Exercise prompt — Would you copy all lines in the data that contain the word "bridge"?

[Data records]

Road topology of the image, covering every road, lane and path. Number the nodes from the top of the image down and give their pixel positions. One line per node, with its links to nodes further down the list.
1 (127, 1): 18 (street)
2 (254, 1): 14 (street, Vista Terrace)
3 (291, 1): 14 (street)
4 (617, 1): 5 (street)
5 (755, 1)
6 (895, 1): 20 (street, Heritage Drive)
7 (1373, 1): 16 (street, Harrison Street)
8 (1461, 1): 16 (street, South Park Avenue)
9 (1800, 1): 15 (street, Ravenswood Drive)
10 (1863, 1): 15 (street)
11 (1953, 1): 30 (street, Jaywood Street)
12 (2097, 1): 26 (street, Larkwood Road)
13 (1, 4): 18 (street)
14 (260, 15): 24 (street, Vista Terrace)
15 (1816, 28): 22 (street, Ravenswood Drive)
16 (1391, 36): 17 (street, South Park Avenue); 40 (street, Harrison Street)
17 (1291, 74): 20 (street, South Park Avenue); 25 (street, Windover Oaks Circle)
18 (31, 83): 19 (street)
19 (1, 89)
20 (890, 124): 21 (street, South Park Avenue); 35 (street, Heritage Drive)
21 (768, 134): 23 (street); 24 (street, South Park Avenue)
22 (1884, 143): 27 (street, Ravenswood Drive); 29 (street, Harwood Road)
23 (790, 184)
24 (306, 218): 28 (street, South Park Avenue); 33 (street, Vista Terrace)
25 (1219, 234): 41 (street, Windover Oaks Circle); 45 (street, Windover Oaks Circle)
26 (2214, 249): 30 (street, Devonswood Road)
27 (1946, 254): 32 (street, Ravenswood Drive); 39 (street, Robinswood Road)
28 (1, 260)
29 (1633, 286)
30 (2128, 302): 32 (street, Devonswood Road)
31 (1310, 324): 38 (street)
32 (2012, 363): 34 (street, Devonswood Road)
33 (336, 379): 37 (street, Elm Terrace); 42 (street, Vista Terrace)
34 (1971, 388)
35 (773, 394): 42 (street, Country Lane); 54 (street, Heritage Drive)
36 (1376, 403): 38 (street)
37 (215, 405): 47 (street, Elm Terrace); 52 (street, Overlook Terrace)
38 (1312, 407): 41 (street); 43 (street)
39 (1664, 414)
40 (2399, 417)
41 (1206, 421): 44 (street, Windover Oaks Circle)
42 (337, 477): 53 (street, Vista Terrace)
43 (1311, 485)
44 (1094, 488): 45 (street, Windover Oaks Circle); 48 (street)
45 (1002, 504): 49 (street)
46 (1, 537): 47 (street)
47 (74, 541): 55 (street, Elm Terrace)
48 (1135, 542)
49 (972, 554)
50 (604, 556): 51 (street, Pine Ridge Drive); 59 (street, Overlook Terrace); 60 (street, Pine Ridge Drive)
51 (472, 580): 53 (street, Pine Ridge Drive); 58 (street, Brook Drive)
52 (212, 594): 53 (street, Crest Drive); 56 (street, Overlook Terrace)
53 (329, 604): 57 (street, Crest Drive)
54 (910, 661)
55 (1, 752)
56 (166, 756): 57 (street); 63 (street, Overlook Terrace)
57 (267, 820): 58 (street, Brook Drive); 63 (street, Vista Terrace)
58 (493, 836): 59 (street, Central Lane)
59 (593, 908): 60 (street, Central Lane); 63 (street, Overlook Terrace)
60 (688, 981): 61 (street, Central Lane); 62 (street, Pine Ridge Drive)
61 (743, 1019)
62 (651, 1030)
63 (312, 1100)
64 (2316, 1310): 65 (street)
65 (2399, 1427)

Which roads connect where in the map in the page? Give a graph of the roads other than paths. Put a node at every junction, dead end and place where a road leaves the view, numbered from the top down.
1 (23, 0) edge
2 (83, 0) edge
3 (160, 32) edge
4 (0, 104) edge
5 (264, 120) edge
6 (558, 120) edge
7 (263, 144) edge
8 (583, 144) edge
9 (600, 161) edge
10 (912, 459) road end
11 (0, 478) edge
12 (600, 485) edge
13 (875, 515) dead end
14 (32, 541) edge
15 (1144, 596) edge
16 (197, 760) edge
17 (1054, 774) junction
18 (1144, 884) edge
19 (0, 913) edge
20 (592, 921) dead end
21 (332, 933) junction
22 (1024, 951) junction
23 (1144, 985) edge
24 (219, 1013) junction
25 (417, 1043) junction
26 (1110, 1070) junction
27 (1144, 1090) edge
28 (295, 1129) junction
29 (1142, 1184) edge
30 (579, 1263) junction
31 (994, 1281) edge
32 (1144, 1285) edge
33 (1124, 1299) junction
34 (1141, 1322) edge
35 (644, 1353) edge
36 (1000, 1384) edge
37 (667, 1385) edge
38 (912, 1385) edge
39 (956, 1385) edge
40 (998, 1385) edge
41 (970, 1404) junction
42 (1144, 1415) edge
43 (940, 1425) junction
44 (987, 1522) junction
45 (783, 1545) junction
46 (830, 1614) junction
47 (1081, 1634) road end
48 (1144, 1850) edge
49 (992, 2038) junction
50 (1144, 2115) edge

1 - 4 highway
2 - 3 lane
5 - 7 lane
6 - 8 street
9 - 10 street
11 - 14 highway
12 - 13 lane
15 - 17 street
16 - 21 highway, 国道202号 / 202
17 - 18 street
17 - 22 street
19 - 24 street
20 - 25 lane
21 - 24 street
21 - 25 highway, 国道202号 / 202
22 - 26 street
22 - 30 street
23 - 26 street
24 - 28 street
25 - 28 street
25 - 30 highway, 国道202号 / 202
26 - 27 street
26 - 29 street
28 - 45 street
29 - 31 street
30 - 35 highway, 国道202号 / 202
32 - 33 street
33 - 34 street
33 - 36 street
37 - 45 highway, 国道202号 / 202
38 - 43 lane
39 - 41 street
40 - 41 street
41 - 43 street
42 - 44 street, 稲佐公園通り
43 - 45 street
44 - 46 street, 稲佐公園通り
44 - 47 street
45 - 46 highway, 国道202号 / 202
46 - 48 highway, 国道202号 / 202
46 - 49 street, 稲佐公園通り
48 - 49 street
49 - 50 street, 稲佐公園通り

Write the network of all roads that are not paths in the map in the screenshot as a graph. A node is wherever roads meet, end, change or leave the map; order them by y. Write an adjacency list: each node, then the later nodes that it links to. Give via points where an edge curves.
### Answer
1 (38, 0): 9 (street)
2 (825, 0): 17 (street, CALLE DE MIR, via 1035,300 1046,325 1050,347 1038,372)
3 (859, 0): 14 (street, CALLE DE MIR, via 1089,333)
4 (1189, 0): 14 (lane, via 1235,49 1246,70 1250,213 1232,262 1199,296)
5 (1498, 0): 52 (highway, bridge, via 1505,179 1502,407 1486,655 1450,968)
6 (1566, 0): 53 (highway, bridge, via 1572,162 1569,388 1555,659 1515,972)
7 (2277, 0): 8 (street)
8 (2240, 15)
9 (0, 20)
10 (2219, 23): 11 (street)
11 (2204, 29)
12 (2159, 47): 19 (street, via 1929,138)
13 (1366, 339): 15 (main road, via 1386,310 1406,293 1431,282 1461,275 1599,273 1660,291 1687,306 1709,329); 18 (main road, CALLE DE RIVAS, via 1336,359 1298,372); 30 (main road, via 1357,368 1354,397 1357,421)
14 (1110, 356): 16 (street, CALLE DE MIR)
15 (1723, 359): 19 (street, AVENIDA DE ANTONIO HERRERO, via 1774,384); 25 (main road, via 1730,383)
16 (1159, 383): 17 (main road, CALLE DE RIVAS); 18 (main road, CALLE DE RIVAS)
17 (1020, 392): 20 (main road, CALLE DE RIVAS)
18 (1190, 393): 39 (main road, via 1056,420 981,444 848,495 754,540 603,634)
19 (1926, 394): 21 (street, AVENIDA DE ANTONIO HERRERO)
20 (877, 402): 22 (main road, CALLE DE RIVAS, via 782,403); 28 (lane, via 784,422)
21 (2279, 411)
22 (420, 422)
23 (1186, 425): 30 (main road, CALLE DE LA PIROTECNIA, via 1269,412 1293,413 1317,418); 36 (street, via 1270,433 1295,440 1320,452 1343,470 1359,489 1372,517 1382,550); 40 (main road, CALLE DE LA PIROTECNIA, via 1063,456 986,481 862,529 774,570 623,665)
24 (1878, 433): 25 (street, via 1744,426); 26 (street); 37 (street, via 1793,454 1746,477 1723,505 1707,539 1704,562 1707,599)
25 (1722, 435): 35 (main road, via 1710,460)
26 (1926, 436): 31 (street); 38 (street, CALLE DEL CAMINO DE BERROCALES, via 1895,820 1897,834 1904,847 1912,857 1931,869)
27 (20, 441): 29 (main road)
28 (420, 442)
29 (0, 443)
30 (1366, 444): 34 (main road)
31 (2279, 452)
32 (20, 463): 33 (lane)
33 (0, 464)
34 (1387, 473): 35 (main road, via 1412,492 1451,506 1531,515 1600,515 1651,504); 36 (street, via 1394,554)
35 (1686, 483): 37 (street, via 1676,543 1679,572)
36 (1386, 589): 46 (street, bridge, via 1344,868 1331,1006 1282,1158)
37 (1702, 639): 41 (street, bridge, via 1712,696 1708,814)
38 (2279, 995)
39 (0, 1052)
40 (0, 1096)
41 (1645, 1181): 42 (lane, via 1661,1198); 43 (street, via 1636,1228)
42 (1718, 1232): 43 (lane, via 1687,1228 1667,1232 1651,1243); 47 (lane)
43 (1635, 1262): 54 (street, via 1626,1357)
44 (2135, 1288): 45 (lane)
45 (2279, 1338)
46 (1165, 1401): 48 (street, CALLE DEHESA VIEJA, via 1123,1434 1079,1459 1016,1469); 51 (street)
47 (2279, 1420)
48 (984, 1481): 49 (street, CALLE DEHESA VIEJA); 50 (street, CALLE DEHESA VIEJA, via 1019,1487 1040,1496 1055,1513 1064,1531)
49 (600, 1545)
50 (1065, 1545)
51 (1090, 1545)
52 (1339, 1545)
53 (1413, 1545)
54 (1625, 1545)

Response for this exercise —
5 (1498, 0): 52 (highway, bridge, via 1505,179 1502,407 1486,655 1450,968)
6 (1566, 0): 53 (highway, bridge, via 1572,162 1569,388 1555,659 1515,972)
36 (1386, 589): 46 (street, bridge, via 1344,868 1331,1006 1282,1158)
37 (1702, 639): 41 (street, bridge, via 1712,696 1708,814)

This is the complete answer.